那人见状很是生气,且鄙夷的一哼,反手就要挣脱。熟料蟋蟀力气虽然不大,但却紧紧地扣住了他手腕上的穴道。然后借着他扑过来的力气往侧面一推,那壮汉便噔噔几步冲出去,差点没扑到地上摔个狗吃屎。
叶逸风对蟋蟀很有信心,连看都懒得看,只侧头看着锦瑟红彤彤的小鼻子,轻声问道:“冻坏了吧?我们先回屋去。”

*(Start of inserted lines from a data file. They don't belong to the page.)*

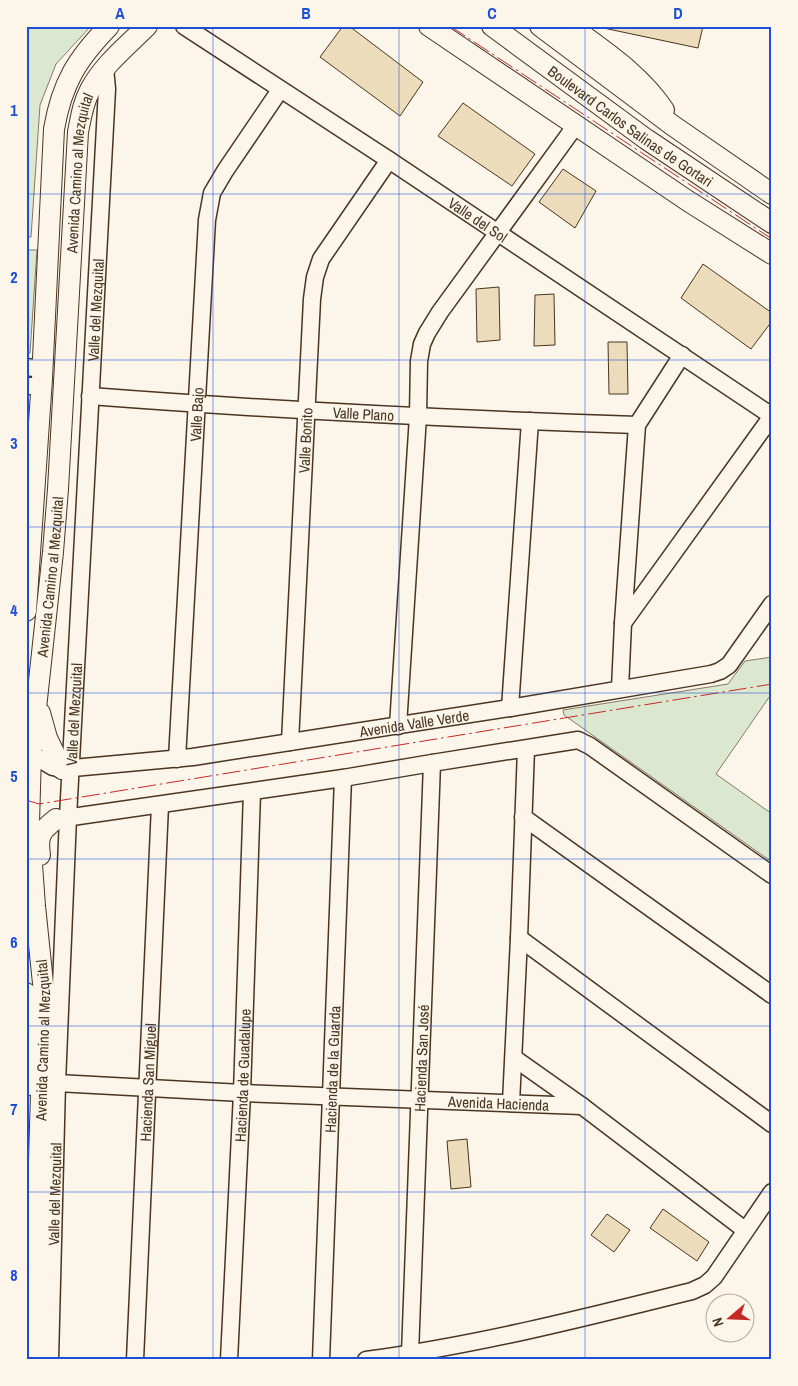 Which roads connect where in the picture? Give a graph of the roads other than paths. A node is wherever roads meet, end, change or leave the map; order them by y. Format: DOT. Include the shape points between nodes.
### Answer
graph roads {
  1 [pos="109,26"];
  2 [pos="147,26"];
  3 [pos="184,26"];
  4 [pos="428,26"];
  5 [pos="492,26"];
  6 [pos="540,26"];
  7 [pos="570,26"];
  8 [pos="105,68"];
  9 [pos="280,90"];
  10 [pos="576,125"];
  11 [pos="672,125"];
  12 [pos="389,160"];
  13 [pos="772,194"];
  14 [pos="772,223"];
  15 [pos="498,234"];
  16 [pos="772,254"];
  17 [pos="682,355"];
  18 [pos="43,381"];
  19 [pos="90,396"];
  20 [pos="197,404"];
  21 [pos="307,409"];
  22 [pos="418,416"];
  23 [pos="772,416"];
  24 [pos="530,421"];
  25 [pos="638,425"];
  26 [pos="772,604"];
  27 [pos="26,611"];
  28 [pos="623,623"];
  29 [pos="620,689"];
  30 [pos="37,690"];
  31 [pos="510,708"];
  32 [pos="398,726"];
  33 [pos="290,742"];
  34 [pos="526,749"];
  35 [pos="29,753"];
  36 [pos="177,759"];
  37 [pos="432,763"];
  38 [pos="66,769"];
  39 [pos="343,778"];
  40 [pos="252,792"];
  41 [pos="160,805"];
  42 [pos="523,817"];
  43 [pos="62,818"];
  44 [pos="27,823"];
  45 [pos="772,875"];
  46 [pos="520,938"];
  47 [pos="35,993"];
  48 [pos="772,995"];
  49 [pos="514,1058"];
  50 [pos="57,1082"];
  51 [pos="26,1086"];
  52 [pos="147,1088"];
  53 [pos="242,1093"];
  54 [pos="330,1095"];
  55 [pos="420,1099"];
  56 [pos="511,1103"];
  57 [pos="582,1106"];
  58 [pos="772,1124"];
  59 [pos="772,1192"];
  60 [pos="745,1230"];
  61 [pos="410,1354"];
  62 [pos="33,1360"];
  63 [pos="50,1360"];
  64 [pos="135,1360"];
  65 [pos="229,1360"];
  66 [pos="321,1360"];
  67 [pos="366,1360"];
  1 -- 18 [label="main road, Avenida Camino al Mezquital" via="78,62 58,105 54,129"];
  2 -- 8 [label="main road, Avenida Camino al Mezquital"];
  3 -- 9 [label="street, Valle del Sol"];
  4 -- 10 [label="main road"];
  5 -- 14 [label="main road, Boulevard Carlos Salinas de Gortari" via="646,139"];
  6 -- 11 [label="main road, Boulevard Carlos Salinas de Gortari"];
  7 -- 11 [label="main road" via="631,72 654,95"];
  8 -- 18 [label="main road, Avenida Camino al Mezquital" via="90,90 78,132 66,359"];
  8 -- 19 [label="street, Valle del Mezquital" via="107,89"];
  9 -- 12 [label="street, Valle del Sol"];
  9 -- 20 [label="street, Valle Bajo" via="224,171 212,194 207,220"];
  10 -- 15 [label="street"];
  10 -- 16 [label="main road"];
  11 -- 13 [label="main road, Boulevard Carlos Salinas de Gortari"];
  12 -- 15 [label="street, Valle del Sol"];
  12 -- 21 [label="street, Valle Bonito" via="321,259 315,277"];
  15 -- 17 [label="street, Valle del Sol"];
  15 -- 22 [label="street" via="440,312 422,344"];
  17 -- 23 [label="street, Valle del Sol"];
  17 -- 25 [label="street"];
  18 -- 27 [label="main road, Avenida Camino al Mezquital"];
  18 -- 30 [label="main road, Avenida Camino al Mezquital" via="53,552"];
  19 -- 20 [label="street, Valle Plano"];
  19 -- 38 [label="street, Valle del Mezquital"];
  20 -- 21 [label="street, Valle Plano"];
  20 -- 36 [label="street, Valle Bajo"];
  21 -- 22 [label="street, Valle Plano"];
  21 -- 33 [label="street, Valle Bonito"];
  22 -- 24 [label="street, Valle Plano"];
  22 -- 32 [label="street"];
  23 -- 28 [label="street"];
  24 -- 25 [label="street, Valle Plano"];
  24 -- 31 [label="street"];
  25 -- 28 [label="street"];
  26 -- 29 [label="street, Avenida Valle Verde" via="729,665 720,671"];
  28 -- 29 [label="street"];
  29 -- 31 [label="street, Avenida Valle Verde"];
  30 -- 35 [label="main road, Avenida Camino al Mezquital"];
  30 -- 38 [label="main road" via="42,723 52,750"];
  31 -- 32 [label="street, Avenida Valle Verde"];
  32 -- 33 [label="street, Avenida Valle Verde"];
  33 -- 36 [label="street, Avenida Valle Verde"];
  34 -- 37 [label="street"];
  34 -- 42 [label="street"];
  34 -- 45 [label="street" via="578,740 590,746"];
  35 -- 38 [label="street, Avenida Valle Verde" via="53,767"];
  35 -- 44 [label="main road, Avenida Camino al Mezquital"];
  36 -- 38 [label="street, Avenida Valle Verde"];
  37 -- 39 [label="street"];
  37 -- 55 [label="street, Hacienda San José"];
  38 -- 43 [label="street, Valle del Mezquital"];
  39 -- 40 [label="street"];
  39 -- 54 [label="street, Hacienda de la Guarda"];
  40 -- 41 [label="street"];
  40 -- 53 [label="street, Hacienda de Guadalupe"];
  41 -- 43 [label="street"];
  41 -- 52 [label="street, Hacienda San Miguel"];
  42 -- 46 [label="street"];
  42 -- 48 [label="street"];
  43 -- 44 [label="street"];
  43 -- 47 [label="main road" via="42,831 38,842 49,959"];
  43 -- 50 [label="street, Valle del Mezquital"];
  44 -- 47 [label="main road, Avenida Camino al Mezquital" via="34,906"];
  46 -- 49 [label="street"];
  46 -- 58 [label="street"];
  47 -- 51 [label="main road, Avenida Camino al Mezquital" via="28,1027"];
  47 -- 62 [label="main road, Avenida Camino al Mezquital"];
  49 -- 56 [label="street"];
  49 -- 57 [label="street, Avenida Hacienda"];
  50 -- 52 [label="street, Avenida Hacienda"];
  50 -- 63 [label="street, Valle del Mezquital"];
  52 -- 53 [label="street, Avenida Hacienda"];
  52 -- 64 [label="street, Hacienda San Miguel"];
  53 -- 54 [label="street, Avenida Hacienda"];
  53 -- 65 [label="street, Hacienda de Guadalupe"];
  54 -- 55 [label="street, Avenida Hacienda"];
  54 -- 66 [label="street, Hacienda de la Guarda"];
  55 -- 56 [label="street, Avenida Hacienda"];
  55 -- 61 [label="street, Hacienda San José"];
  56 -- 57 [label="street, Avenida Hacienda"];
  57 -- 60 [label="street, Avenida Hacienda"];
  59 -- 60 [label="street"];
  60 -- 61 [label="street" via="714,1277 692,1291 502,1337"];
  61 -- 67 [label="street"];
}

锦瑟却看得带劲儿,笑嘻嘻的摇头:“看热闹呢,你这人真是的,都不知道关心关心自己的人么?”
叶逸风淡然一笑,说道:“这有什么意思?回头有了更热闹的再出来看也不迟。”
锦瑟轻笑:“还有更热闹的?”
叶逸风揽着她的肩膀往里面走,只说:“进去喝杯热茶去去寒气。”
然而他们只走了几步,便有两个大汉挡住了去路,其中一个凶神恶煞搬得吼了一嗓子:“谁也不准走!”

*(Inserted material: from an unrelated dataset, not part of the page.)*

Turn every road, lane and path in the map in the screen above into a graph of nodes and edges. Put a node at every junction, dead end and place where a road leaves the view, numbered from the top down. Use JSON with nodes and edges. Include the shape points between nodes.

锦瑟微微皱眉,还没来得及怎样,便听见‘咚’的一声,那个说话的汉子整个人飞起来往后摔去,一下子撞到了客栈的屋门上,又‘咣’的一声,把门板撞得四分五裂。
而与此同时,蟋蟀也正好挥起手中的马鞭,啪的一声抽在那个跟他对打的汉子的脸上,顿时皮开肉绽,点点鲜血洒在雪地上,宛若怒放的梅花。

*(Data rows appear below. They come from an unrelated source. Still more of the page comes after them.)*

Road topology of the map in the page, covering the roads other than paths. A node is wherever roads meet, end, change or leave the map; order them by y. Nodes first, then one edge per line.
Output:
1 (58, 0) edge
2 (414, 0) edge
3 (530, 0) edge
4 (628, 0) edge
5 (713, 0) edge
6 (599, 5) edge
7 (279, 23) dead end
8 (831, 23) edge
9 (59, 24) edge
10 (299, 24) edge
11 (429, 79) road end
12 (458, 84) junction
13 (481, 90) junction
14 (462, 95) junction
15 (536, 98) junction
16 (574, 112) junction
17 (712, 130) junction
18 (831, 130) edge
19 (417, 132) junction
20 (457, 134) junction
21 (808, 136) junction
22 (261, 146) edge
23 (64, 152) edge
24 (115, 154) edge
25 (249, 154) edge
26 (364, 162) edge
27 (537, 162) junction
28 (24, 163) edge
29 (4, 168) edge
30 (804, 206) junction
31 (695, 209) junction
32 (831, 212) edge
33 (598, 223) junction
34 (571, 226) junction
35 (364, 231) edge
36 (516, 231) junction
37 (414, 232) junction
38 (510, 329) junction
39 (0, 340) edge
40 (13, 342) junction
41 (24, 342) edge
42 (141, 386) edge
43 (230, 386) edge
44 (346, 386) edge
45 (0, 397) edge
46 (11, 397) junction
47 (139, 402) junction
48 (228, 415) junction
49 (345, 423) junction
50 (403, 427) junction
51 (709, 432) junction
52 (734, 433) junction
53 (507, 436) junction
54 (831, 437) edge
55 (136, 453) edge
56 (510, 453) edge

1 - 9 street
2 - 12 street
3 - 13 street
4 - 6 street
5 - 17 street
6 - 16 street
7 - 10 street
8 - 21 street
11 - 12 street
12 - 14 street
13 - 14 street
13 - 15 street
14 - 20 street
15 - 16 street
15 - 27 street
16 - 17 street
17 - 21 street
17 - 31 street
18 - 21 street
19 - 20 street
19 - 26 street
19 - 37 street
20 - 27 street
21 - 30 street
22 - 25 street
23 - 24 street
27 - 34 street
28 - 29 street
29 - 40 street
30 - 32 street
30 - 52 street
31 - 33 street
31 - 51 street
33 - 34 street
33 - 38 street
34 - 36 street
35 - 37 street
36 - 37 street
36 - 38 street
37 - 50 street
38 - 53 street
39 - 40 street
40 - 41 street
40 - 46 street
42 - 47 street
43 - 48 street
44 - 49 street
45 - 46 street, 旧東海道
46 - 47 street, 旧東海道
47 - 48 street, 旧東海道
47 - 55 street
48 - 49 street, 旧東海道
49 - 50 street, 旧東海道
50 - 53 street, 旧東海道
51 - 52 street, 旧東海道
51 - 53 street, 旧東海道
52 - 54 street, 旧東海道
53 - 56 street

“啊——这些人是江湖强盗!大家抄家伙,一起给我上!”
胡里长颤颤巍巍站起来,振臂一呼,那些壮汉果然抄起家伙一起冲上来。
然而锦绣又岂能让这些人得手?只把黑色的斗篷迎风一挥,强烈的气流便把这些人给冲出去,一个个东歪西倒的躺在雪地里半天没站起来。
叶逸风轻笑着问锦瑟:“怎么样?好玩吧?”
锦瑟点点头,说道:“都没打起来,有什么好玩的。”
前院这么大的动静,早就惊动了在院子里留守的陆尚风等人。
陆尚风带了两名手下赶过来一看这情形,不用问也猜的差不多。于是他低声吩咐身后的人几句,那人便应声而出,直接去马号牵了一匹马出了客栈。
胡里长一看这几个人身手如此厉害,想着再纠缠下去也占不到什么便宜,便一挥手带着他的侄子准备上前给叶逸风等人拱手请罪。
而他那侄子依然不甘心,扶着胡里长的胳膊低声问道:“叔,难道就这样算了?”
胡里长阴阴的笑了笑,说道:“打不过人家,还不得服个软?”
胡家叔侄俩对视一眼往,彼此心照不宣的笑了笑,往叶逸风这边走过来。